Make an exact copy of the data below, leaving out every picture.

Source records below:

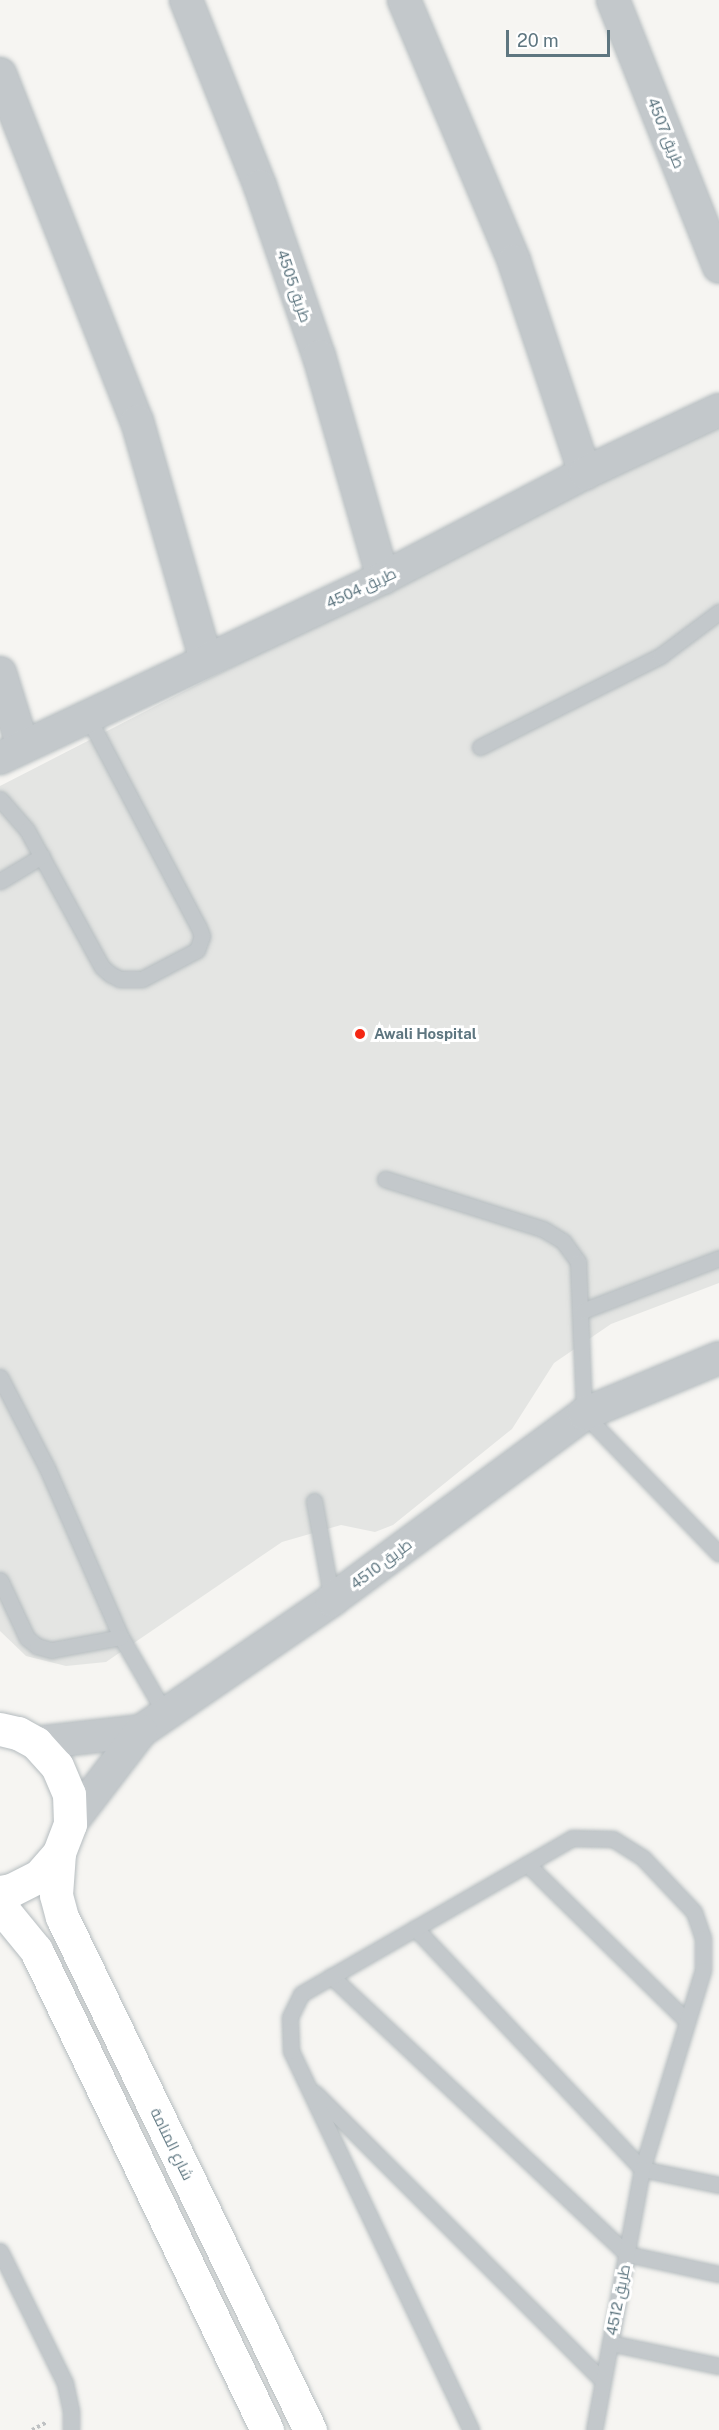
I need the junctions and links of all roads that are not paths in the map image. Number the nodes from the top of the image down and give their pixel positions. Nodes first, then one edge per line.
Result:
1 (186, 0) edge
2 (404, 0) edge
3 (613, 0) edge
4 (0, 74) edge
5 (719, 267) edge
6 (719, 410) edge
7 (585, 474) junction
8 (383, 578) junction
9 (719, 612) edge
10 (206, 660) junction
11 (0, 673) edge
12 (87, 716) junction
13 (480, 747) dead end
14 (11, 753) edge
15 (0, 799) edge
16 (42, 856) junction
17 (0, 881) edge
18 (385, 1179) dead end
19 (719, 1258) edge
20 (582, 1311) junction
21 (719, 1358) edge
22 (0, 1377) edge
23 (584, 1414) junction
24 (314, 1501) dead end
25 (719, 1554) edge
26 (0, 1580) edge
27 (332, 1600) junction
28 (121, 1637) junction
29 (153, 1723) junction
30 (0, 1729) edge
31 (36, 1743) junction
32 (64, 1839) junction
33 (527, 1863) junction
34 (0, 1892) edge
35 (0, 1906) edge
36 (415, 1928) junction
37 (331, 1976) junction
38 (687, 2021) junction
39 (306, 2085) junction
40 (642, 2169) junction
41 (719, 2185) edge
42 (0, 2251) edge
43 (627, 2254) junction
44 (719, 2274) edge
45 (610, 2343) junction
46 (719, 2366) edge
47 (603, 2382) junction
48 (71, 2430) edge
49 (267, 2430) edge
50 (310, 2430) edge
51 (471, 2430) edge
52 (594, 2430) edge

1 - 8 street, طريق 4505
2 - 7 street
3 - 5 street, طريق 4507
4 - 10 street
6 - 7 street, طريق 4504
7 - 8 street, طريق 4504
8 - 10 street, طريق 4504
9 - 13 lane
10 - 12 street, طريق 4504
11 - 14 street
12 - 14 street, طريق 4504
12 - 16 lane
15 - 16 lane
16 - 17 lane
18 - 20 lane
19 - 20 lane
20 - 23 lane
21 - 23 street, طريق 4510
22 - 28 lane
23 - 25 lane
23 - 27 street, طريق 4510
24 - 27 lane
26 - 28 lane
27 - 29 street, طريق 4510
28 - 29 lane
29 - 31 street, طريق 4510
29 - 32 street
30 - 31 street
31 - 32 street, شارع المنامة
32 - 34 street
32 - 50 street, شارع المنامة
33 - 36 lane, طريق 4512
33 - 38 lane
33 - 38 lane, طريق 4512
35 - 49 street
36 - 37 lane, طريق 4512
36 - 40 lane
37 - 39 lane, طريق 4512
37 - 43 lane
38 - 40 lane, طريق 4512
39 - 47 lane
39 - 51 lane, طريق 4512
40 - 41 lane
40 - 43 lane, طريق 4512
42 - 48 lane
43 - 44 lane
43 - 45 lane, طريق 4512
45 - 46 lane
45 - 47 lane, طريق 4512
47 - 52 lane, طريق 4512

End of Source records.

Reply to the task
I need the junctions and links of all roads that are not paths in the map image. Number the nodes from the top of the image down and give their pixel positions. Nodes first, then one edge per line.
Result:
1 (186, 0) edge
2 (404, 0) edge
3 (613, 0) edge
4 (0, 74) edge
5 (719, 267) edge
6 (719, 410) edge
7 (585, 474) junction
8 (383, 578) junction
9 (719, 612) edge
10 (206, 660) junction
11 (0, 673) edge
12 (87, 716) junction
13 (480, 747) dead end
14 (11, 753) edge
15 (0, 799) edge
16 (42, 856) junction
17 (0, 881) edge
18 (385, 1179) dead end
19 (719, 1258) edge
20 (582, 1311) junction
21 (719, 1358) edge
22 (0, 1377) edge
23 (584, 1414) junction
24 (314, 1501) dead end
25 (719, 1554) edge
26 (0, 1580) edge
27 (332, 1600) junction
28 (121, 1637) junction
29 (153, 1723) junction
30 (0, 1729) edge
31 (36, 1743) junction
32 (64, 1839) junction
33 (527, 1863) junction
34 (0, 1892) edge
35 (0, 1906) edge
36 (415, 1928) junction
37 (331, 1976) junction
38 (687, 2021) junction
39 (306, 2085) junction
40 (642, 2169) junction
41 (719, 2185) edge
42 (0, 2251) edge
43 (627, 2254) junction
44 (719, 2274) edge
45 (610, 2343) junction
46 (719, 2366) edge
47 (603, 2382) junction
48 (71, 2430) edge
49 (267, 2430) edge
50 (310, 2430) edge
51 (471, 2430) edge
52 (594, 2430) edge

1 - 8 street, طريق 4505
2 - 7 street
3 - 5 street, طريق 4507
4 - 10 street
6 - 7 street, طريق 4504
7 - 8 street, طريق 4504
8 - 10 street, طريق 4504
9 - 13 lane
10 - 12 street, طريق 4504
11 - 14 street
12 - 14 street, طريق 4504
12 - 16 lane
15 - 16 lane
16 - 17 lane
18 - 20 lane
19 - 20 lane
20 - 23 lane
21 - 23 street, طريق 4510
22 - 28 lane
23 - 25 lane
23 - 27 street, طريق 4510
24 - 27 lane
26 - 28 lane
27 - 29 street, طريق 4510
28 - 29 lane
29 - 31 street, طريق 4510
29 - 32 street
30 - 31 street
31 - 32 street, شارع المنامة
32 - 34 street
32 - 50 street, شارع المنامة
33 - 36 lane, طريق 4512
33 - 38 lane
33 - 38 lane, طريق 4512
35 - 49 street
36 - 37 lane, طريق 4512
36 - 40 lane
37 - 39 lane, طريق 4512
37 - 43 lane
38 - 40 lane, طريق 4512
39 - 47 lane
39 - 51 lane, طريق 4512
40 - 41 lane
40 - 43 lane, طريق 4512
42 - 48 lane
43 - 44 lane
43 - 45 lane, طريق 4512
45 - 46 lane
45 - 47 lane, طريق 4512
47 - 52 lane, طريق 4512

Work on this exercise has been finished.